Triple-$\alpha$ Process in Hot Astrophysical Scenarios

The production of carbon in red giant stars relies significantly on the 1$^{st}$ 0$^{+}$ excited state of $^{12}$C at 7.65 MeV (the Hoyle state). The recent NACRE listing assumes a 2$^{+}$ resonance at 9.1 MeV,\footnote{Angulo \textit{et al}, Nucl. Phys. \textbf{A656} (1999)} which could be considered as the 2$^{+}$ member of a deformed rotational band built on the Hoyle state. At temperatures of several billion Kelvin in explosive scenarios like supernovae where the 3$\alpha $ process is also relevant, this state would increase the astrophysical reaction rate by an order of magnitude.\footnote{Fynbo \textit{et al}, Nature \textbf{433} (2005)} In order to determine this experimentally, the states of $^{12}$C were populated through $\beta $-decay of $^{12}$B and $^{12}$N mirror nuclei produced at the ATLAS in-flight facility at Argonne.
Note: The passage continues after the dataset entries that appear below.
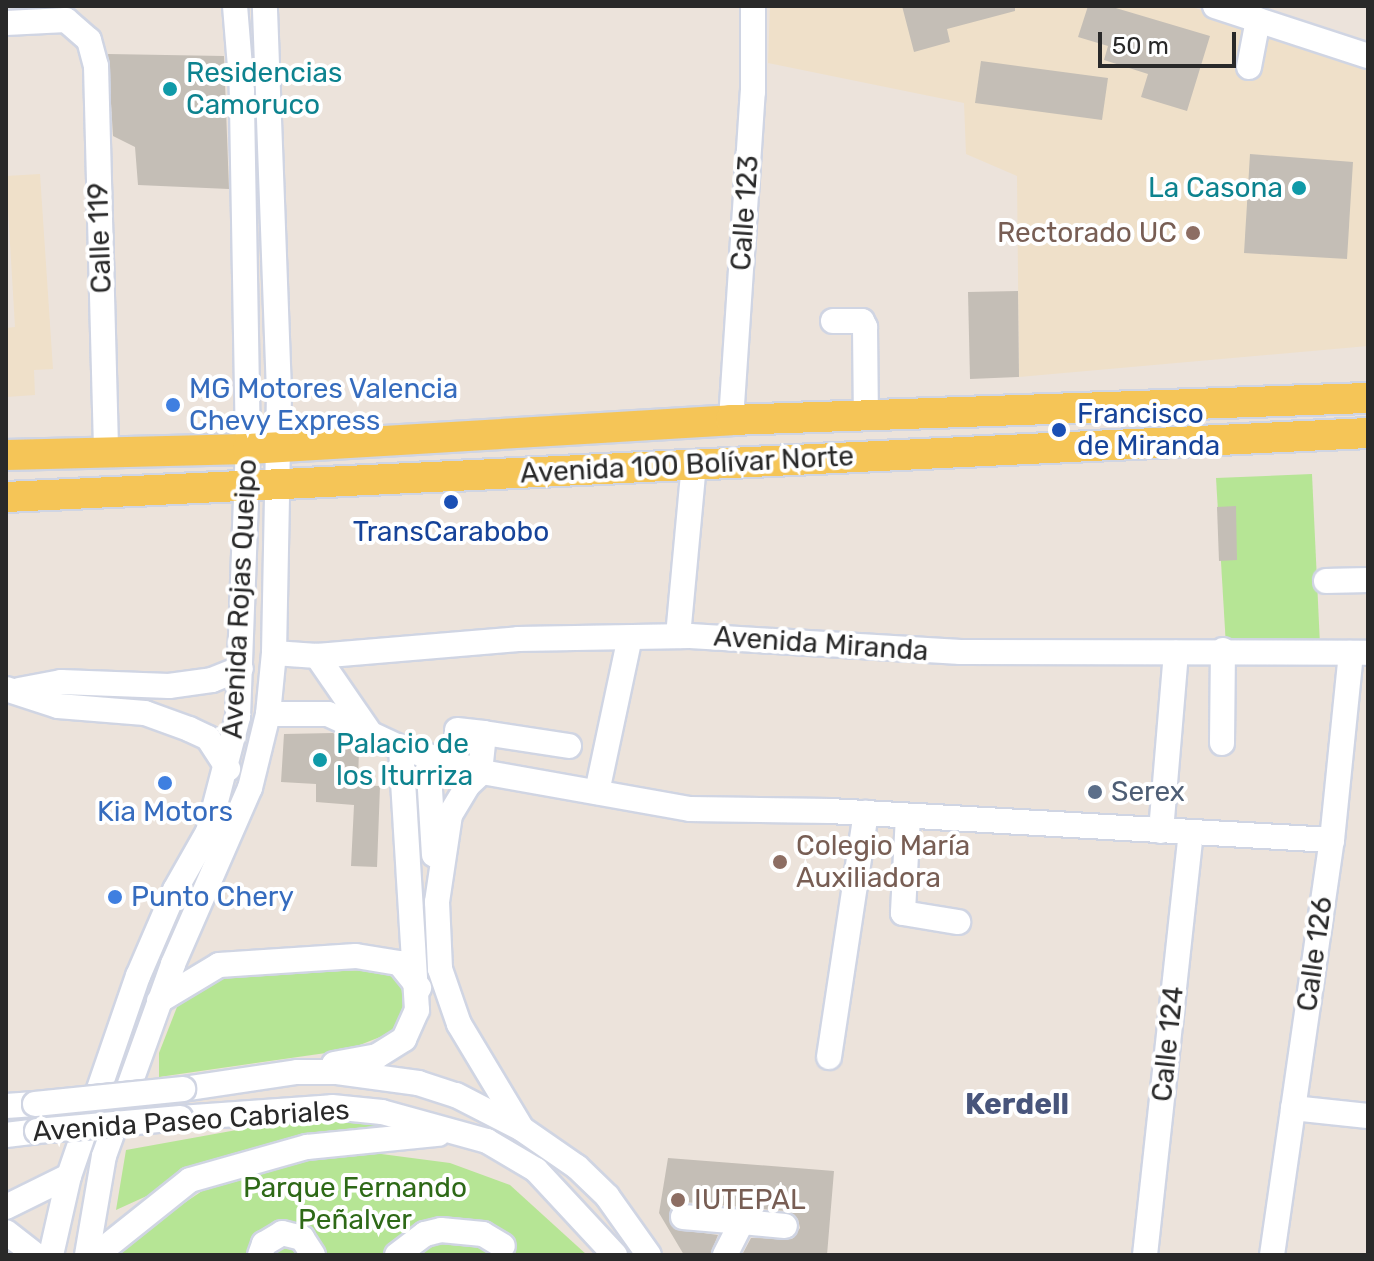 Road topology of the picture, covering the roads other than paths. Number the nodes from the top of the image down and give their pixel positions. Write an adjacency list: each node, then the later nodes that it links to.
1 (235, 6): 15 (street, Avenida Rojas Queipo)
2 (265, 6): 14 (street, Avenida Rojas Queipo)
3 (753, 6): 12 (street, Calle 123)
4 (1215, 6): 5 (street)
5 (1258, 20): 7 (street); 8 (street)
6 (6, 23): 16 (street, Calle 119)
7 (1368, 56)
8 (1249, 67)
9 (833, 321): 11 (street)
10 (1368, 398): 11 (main road, Avenida 100 Bolívar Norte)
11 (866, 416): 12 (main road, Avenida 100 Bolívar Norte)
12 (731, 420): 14 (main road, Avenida 100 Bolívar Norte)
13 (1368, 433): 18 (main road, Avenida 100 Bolívar Norte)
14 (279, 447): 15 (main road, Avenida 100 Bolívar Norte); 19 (street, Avenida Rojas Queipo)
15 (248, 449): 16 (main road, Avenida 100 Bolívar Norte); 20 (street, Avenida Rojas Queipo)
16 (106, 452): 17 (main road, Avenida 100 Bolívar Norte)
17 (6, 455)
18 (694, 464): 19 (main road, Avenida 100 Bolívar Norte); 24 (street)
19 (277, 487): 20 (main road, Avenida 100 Bolívar Norte); 27 (street, Avenida Rojas Queipo)
20 (247, 488): 21 (main road, Avenida 100 Bolívar Norte); 31 (street, Avenida Rojas Queipo)
21 (6, 497)
22 (1368, 580): 23 (street)
23 (1326, 581)
24 (678, 636): 25 (street, Avenida Miranda); 28 (street, Avenida Miranda)
25 (630, 637): 30 (street, Avenida Miranda); 43 (street)
26 (1223, 650): 28 (street, Avenida Miranda); 29 (street, Avenida Miranda); 37 (street)
27 (274, 653): 30 (street, Avenida Miranda); 33 (street, Avenida Rojas Queipo)
28 (1176, 653): 46 (street)
29 (1359, 653): 48 (street, Calle 126)
30 (317, 656): 34 (street)
31 (241, 668): 32 (street); 41 (street, Avenida Rojas Queipo)
32 (11, 690): 41 (street)
33 (268, 714): 34 (street); 52 (street, Avenida Rojas Queipo)
34 (368, 730): 39 (street)
35 (457, 730): 36 (street)
36 (484, 733): 38 (street); 42 (street)
37 (1222, 743)
38 (569, 746)
39 (401, 748): 40 (street); 51 (street)
40 (428, 757): 42 (street); 49 (street)
41 (228, 769): 61 (street, Avenida Rojas Queipo)
42 (481, 772): 43 (street); 49 (street)
43 (597, 792): 44 (street)
44 (866, 813): 45 (street); 53 (street)
45 (908, 816): 46 (street); 50 (street)
46 (1161, 831): 47 (street)
47 (1191, 833): 48 (street); 78 (street, Calle 124)
48 (1332, 840): 56 (street, Calle 126)
49 (437, 902): 58 (street)
50 (958, 922)
51 (419, 988): 52 (street); 54 (street)
52 (159, 1001): 70 (street, Avenida Rojas Queipo)
53 (829, 1057)
54 (297, 1072): 55 (street, Avenida Paseo Cabriales, bridge); 58 (street, Avenida Paseo Cabriales)
55 (6, 1106)
56 (1293, 1108): 57 (street); 79 (street, Calle 126)
57 (1368, 1116)
58 (522, 1129): 76 (street, Avenida Paseo Cabriales)
59 (458, 1132): 60 (street, Avenida Paseo Cabriales, bridge); 71 (street); 75 (street, Avenida Paseo Cabriales)
60 (6, 1135)
61 (69, 1176): 62 (street, Avenida Paseo Cabriales); 69 (street, Avenida Rojas Queipo)
62 (6, 1207)
63 (683, 1217): 64 (street)
64 (742, 1222): 65 (street); 77 (street)
65 (785, 1226)
66 (6, 1232): 68 (street)
67 (503, 1246): 74 (street)
68 (35, 1255)
69 (51, 1255)
70 (87, 1255)
71 (96, 1255)
72 (260, 1255): 73 (street)
73 (313, 1255)
74 (397, 1255)
75 (615, 1255)
76 (649, 1255)
77 (725, 1255)
78 (1145, 1255)
79 (1272, 1255) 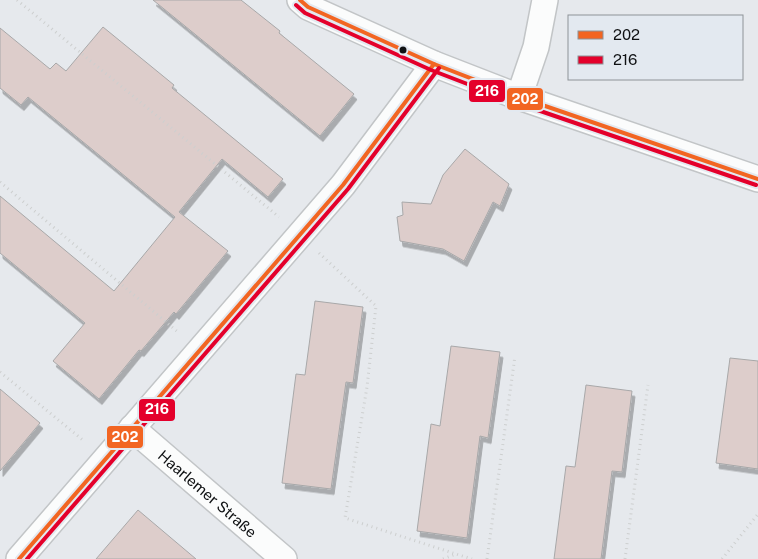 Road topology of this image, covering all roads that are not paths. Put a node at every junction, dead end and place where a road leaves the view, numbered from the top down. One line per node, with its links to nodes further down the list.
1 (300, 0): 3 (street)
2 (545, 0): 4 (street)
3 (434, 64): 4 (street); 6 (street)
4 (520, 96): 5 (street)
5 (758, 179)
6 (132, 428): 7 (street); 8 (street, Haarlemer Straße)
7 (19, 559)
8 (284, 559)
The decay of $^{12}$C* into three alphas were detected in a twin ionization chamber, acting as a 4$\pi $ calorimeter. This minimized the effect of $\beta $-summing and allowed us to investigate the minimum between the 1$^{st}$ and the 2$^{nd}$ 0$^{+}$ state with much better accuracy than previously possible. An R-Matrix analysis was performed to determine an upper limit on the 2$^{+}$ resonance in the 8-11 MeV region. Our data analysis thus far shows no evidence of a 2$^{+}$ state in this region. This work is supported by U.S. DOE, and NSF grants.